Quando a poeira da Líbia assentar, talvez se comece a discutir as relações incestuosas entre universidades, centros de pesquisa e órgão de imprensa com ditadores. Príncipes sauditas espargem dinheiro em instituições americanas como se fossem tâmaras.
O Cazaquistão abarrota publicações respeitáveis com parolagens autocongratulatórias que elas classificam como "informes especiais". Isso para não se falar nos seminários de fancaria frequentemente montados nas capitais do circuito Elizabeth Arden. Se cada seminário desses anunciar quanto custa cada sábio-palestrante, lances como o da LSE dificilmente se repetirão.
A sabedoria convencional ensina que na Jordânia e na Síria funcionam governos policiais e corruptos. Está entendido que o rei Abdula 2º e o presidente Assad são ditadores, mas suas mulheres parecem Cinderelas de um novo tempo. A rainha Rania é ambientalista e tuiteira, com MBA pela Universidade Americana do Cairo, passagens pelo Citibank e pela Apple. É amiga de Nicole Kidman e da infalível Naomi Campbell. Festejou seus 40 anos com 600 convidados globais. Eles brindaram no deserto, pisando em areias umedecidas por jorros de pipas d'água.
Na Síria reina Asma, mulher do presidente Assad. Estudou no King's College de Londres e passou pelo fundo de derivativos do Deutsche Bank e pelo JP Morgan.
Ela se dedica a amparar o desenvolvimento rural. É o rosto cosmopolita do governo. Seu marido tem outros interesses: com tecnologia pirata paquistanesa e assistência da Coreia do Norte, montava um reator nuclear que produziria plutônio, e, com ele, umas bombinhas.
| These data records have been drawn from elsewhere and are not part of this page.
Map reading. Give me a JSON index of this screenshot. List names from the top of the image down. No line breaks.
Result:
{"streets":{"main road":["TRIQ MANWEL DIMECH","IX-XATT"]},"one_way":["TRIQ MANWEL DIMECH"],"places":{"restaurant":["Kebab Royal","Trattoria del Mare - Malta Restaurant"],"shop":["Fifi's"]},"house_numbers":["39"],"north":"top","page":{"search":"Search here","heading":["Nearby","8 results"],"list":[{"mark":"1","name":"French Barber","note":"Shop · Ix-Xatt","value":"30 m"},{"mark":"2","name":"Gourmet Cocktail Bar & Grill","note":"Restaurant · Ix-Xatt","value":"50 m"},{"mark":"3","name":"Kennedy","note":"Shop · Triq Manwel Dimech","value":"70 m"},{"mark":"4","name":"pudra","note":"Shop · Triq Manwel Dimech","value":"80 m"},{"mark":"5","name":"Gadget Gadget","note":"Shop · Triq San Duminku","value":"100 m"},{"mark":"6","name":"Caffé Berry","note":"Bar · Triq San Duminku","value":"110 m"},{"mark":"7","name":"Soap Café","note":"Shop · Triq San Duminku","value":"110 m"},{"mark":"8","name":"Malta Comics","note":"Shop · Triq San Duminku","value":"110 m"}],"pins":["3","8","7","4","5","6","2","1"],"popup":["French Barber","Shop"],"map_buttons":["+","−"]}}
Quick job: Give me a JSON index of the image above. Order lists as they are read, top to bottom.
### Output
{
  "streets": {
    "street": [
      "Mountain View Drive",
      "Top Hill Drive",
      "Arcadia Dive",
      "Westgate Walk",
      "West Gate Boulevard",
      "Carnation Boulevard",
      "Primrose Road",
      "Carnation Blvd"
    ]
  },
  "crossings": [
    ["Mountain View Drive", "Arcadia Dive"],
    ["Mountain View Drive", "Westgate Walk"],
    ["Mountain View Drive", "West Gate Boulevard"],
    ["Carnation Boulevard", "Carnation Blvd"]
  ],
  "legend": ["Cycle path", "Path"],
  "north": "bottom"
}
Em setembro de 2007, a aviação israelense detonou-o.
Os ditadores de todo o mundo sabem que universidades ilustres e empresários endinheirados gostam de polir celebridades. O filho de Gaddafi só se tornou um quindim azedo para a London School of Economics porque ela aceitou seu dinheiro na época errada. Seus doutores precisam de uma consultoria da Maison Dior.
MEMÓRIA
O Itamaraty diz que foi surpreendido porque Muammar Gaddafi listou o Brasil entre os eternos amigos da sua Líbia. Gaddafi pode ser louco, mas devia ter motivos para achar que a diplomacia brasileira estava ao seu lado.
Noves fora ter sido chamado por Lula de "amigo, irmão e líder", Gaddafi deve saber do que Nosso Guia estava falando quando afirmou o seguinte, em dezembro de 2003: "Quero dizer ao presidente Gaddafi que, ao longo dessa trajetória política, assumi muitos compromissos políticos. Fizemos alguns adversários e muitos amigos. Hoje, como presidente da República do Brasil, jamais esqueci os amigos que eram meus amigos quando eu ainda não era presidente da República".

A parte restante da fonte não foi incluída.